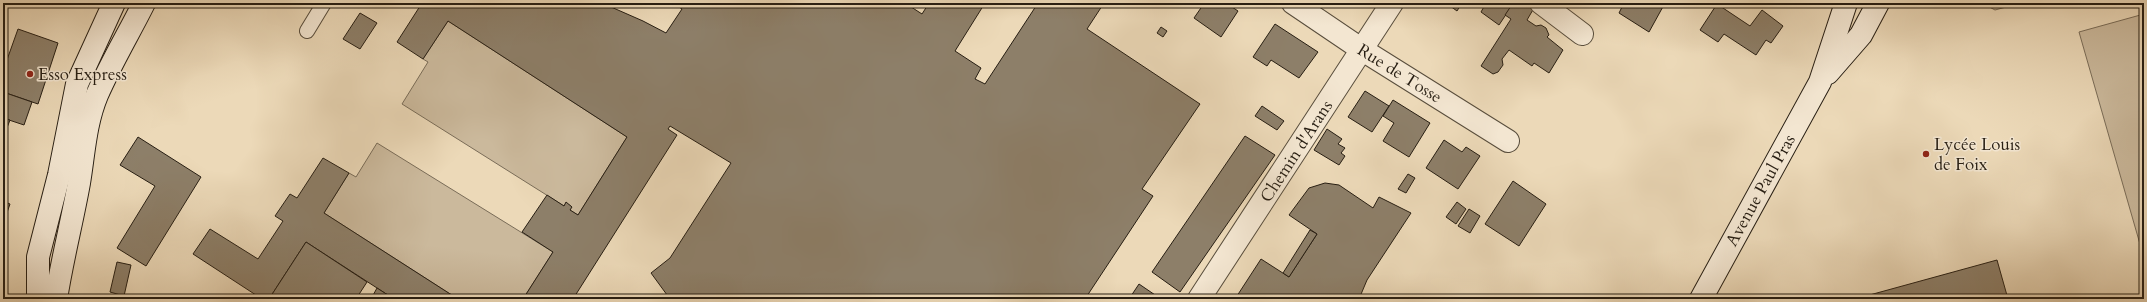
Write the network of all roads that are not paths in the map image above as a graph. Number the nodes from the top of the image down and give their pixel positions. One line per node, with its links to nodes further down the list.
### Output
1 (114, 3): 14 (street)
2 (144, 3): 15 (street)
3 (324, 3): 9 (lane)
4 (1293, 3): 11 (street, Rue de Tosse)
5 (1392, 3): 11 (street, Chemin d'Arans)
6 (1541, 3): 10 (street)
7 (1846, 3): 12 (street, Avenue Paul Pras)
8 (1878, 3): 12 (street, Avenue Paul Pras)
9 (307, 31)
10 (1582, 34)
11 (1361, 49): 13 (street, Rue de Tosse); 16 (street, Chemin d'Arans)
12 (1820, 82): 17 (street, Avenue Paul Pras)
13 (1508, 141)
14 (38, 299)
15 (56, 299)
16 (1199, 299)
17 (1701, 299)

*DESCRIPTION OF THE TASK:*
Return the material exactly as it reads, though without the pictures it holds.

*RESPONSE FOR THIS EXERCISE:*
Write the network of all roads that are not paths in the map image above as a graph. Number the nodes from the top of the image down and give their pixel positions. One line per node, with its links to nodes further down the list.
### Output
1 (114, 3): 14 (street)
2 (144, 3): 15 (street)
3 (324, 3): 9 (lane)
4 (1293, 3): 11 (street, Rue de Tosse)
5 (1392, 3): 11 (street, Chemin d'Arans)
6 (1541, 3): 10 (street)
7 (1846, 3): 12 (street, Avenue Paul Pras)
8 (1878, 3): 12 (street, Avenue Paul Pras)
9 (307, 31)
10 (1582, 34)
11 (1361, 49): 13 (street, Rue de Tosse); 16 (street, Chemin d'Arans)
12 (1820, 82): 17 (street, Avenue Paul Pras)
13 (1508, 141)
14 (38, 299)
15 (56, 299)
16 (1199, 299)
17 (1701, 299)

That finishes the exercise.